= Task requirements =
Please give the data again in full, exactly as it reads.

= Data =
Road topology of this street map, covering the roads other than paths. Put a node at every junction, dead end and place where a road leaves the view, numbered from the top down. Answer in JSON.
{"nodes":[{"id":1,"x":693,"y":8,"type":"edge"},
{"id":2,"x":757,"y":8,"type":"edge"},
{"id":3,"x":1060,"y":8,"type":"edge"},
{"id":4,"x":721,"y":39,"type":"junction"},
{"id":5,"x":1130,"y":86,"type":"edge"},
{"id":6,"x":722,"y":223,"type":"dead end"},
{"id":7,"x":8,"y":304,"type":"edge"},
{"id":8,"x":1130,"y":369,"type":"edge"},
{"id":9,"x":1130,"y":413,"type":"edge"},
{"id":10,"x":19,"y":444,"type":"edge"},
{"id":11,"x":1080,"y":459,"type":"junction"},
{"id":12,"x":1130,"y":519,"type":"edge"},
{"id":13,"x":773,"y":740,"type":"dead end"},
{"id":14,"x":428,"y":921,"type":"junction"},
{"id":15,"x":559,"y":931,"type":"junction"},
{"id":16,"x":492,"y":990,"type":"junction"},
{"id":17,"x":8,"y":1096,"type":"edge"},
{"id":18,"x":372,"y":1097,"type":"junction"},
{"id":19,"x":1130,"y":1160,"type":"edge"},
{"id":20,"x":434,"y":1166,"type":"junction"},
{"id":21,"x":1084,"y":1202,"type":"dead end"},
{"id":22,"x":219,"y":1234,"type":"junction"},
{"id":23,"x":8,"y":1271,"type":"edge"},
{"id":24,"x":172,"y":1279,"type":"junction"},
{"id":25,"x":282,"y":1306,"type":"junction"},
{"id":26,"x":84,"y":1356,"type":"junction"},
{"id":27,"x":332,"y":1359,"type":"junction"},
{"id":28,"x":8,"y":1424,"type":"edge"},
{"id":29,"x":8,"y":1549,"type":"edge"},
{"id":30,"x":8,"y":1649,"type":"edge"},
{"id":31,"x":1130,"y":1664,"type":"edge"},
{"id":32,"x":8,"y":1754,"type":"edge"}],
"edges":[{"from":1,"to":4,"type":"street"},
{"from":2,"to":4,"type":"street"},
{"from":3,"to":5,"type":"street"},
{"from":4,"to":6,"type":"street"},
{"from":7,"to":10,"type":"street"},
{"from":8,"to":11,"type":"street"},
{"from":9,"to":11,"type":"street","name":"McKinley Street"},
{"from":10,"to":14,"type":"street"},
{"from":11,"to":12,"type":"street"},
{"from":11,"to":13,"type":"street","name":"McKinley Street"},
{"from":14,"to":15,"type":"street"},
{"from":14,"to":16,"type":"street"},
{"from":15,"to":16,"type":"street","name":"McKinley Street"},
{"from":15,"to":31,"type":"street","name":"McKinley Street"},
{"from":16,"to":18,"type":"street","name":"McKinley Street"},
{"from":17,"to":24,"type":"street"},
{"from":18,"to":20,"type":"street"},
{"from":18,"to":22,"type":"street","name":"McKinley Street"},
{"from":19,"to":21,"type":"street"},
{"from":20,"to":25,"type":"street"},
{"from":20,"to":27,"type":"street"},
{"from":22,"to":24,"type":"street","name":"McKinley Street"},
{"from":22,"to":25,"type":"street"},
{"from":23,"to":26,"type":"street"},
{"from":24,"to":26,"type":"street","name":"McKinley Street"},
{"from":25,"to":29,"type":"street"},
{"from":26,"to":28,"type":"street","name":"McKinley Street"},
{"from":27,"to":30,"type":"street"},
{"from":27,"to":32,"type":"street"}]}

= Answer space =
Road topology of this street map, covering the roads other than paths. Put a node at every junction, dead end and place where a road leaves the view, numbered from the top down. Answer in JSON.
{"nodes":[{"id":1,"x":693,"y":8,"type":"edge"},
{"id":2,"x":757,"y":8,"type":"edge"},
{"id":3,"x":1060,"y":8,"type":"edge"},
{"id":4,"x":721,"y":39,"type":"junction"},
{"id":5,"x":1130,"y":86,"type":"edge"},
{"id":6,"x":722,"y":223,"type":"dead end"},
{"id":7,"x":8,"y":304,"type":"edge"},
{"id":8,"x":1130,"y":369,"type":"edge"},
{"id":9,"x":1130,"y":413,"type":"edge"},
{"id":10,"x":19,"y":444,"type":"edge"},
{"id":11,"x":1080,"y":459,"type":"junction"},
{"id":12,"x":1130,"y":519,"type":"edge"},
{"id":13,"x":773,"y":740,"type":"dead end"},
{"id":14,"x":428,"y":921,"type":"junction"},
{"id":15,"x":559,"y":931,"type":"junction"},
{"id":16,"x":492,"y":990,"type":"junction"},
{"id":17,"x":8,"y":1096,"type":"edge"},
{"id":18,"x":372,"y":1097,"type":"junction"},
{"id":19,"x":1130,"y":1160,"type":"edge"},
{"id":20,"x":434,"y":1166,"type":"junction"},
{"id":21,"x":1084,"y":1202,"type":"dead end"},
{"id":22,"x":219,"y":1234,"type":"junction"},
{"id":23,"x":8,"y":1271,"type":"edge"},
{"id":24,"x":172,"y":1279,"type":"junction"},
{"id":25,"x":282,"y":1306,"type":"junction"},
{"id":26,"x":84,"y":1356,"type":"junction"},
{"id":27,"x":332,"y":1359,"type":"junction"},
{"id":28,"x":8,"y":1424,"type":"edge"},
{"id":29,"x":8,"y":1549,"type":"edge"},
{"id":30,"x":8,"y":1649,"type":"edge"},
{"id":31,"x":1130,"y":1664,"type":"edge"},
{"id":32,"x":8,"y":1754,"type":"edge"}],
"edges":[{"from":1,"to":4,"type":"street"},
{"from":2,"to":4,"type":"street"},
{"from":3,"to":5,"type":"street"},
{"from":4,"to":6,"type":"street"},
{"from":7,"to":10,"type":"street"},
{"from":8,"to":11,"type":"street"},
{"from":9,"to":11,"type":"street","name":"McKinley Street"},
{"from":10,"to":14,"type":"street"},
{"from":11,"to":12,"type":"street"},
{"from":11,"to":13,"type":"street","name":"McKinley Street"},
{"from":14,"to":15,"type":"street"},
{"from":14,"to":16,"type":"street"},
{"from":15,"to":16,"type":"street","name":"McKinley Street"},
{"from":15,"to":31,"type":"street","name":"McKinley Street"},
{"from":16,"to":18,"type":"street","name":"McKinley Street"},
{"from":17,"to":24,"type":"street"},
{"from":18,"to":20,"type":"street"},
{"from":18,"to":22,"type":"street","name":"McKinley Street"},
{"from":19,"to":21,"type":"street"},
{"from":20,"to":25,"type":"street"},
{"from":20,"to":27,"type":"street"},
{"from":22,"to":24,"type":"street","name":"McKinley Street"},
{"from":22,"to":25,"type":"street"},
{"from":23,"to":26,"type":"street"},
{"from":24,"to":26,"type":"street","name":"McKinley Street"},
{"from":25,"to":29,"type":"street"},
{"from":26,"to":28,"type":"street","name":"McKinley Street"},
{"from":27,"to":30,"type":"street"},
{"from":27,"to":32,"type":"street"}]}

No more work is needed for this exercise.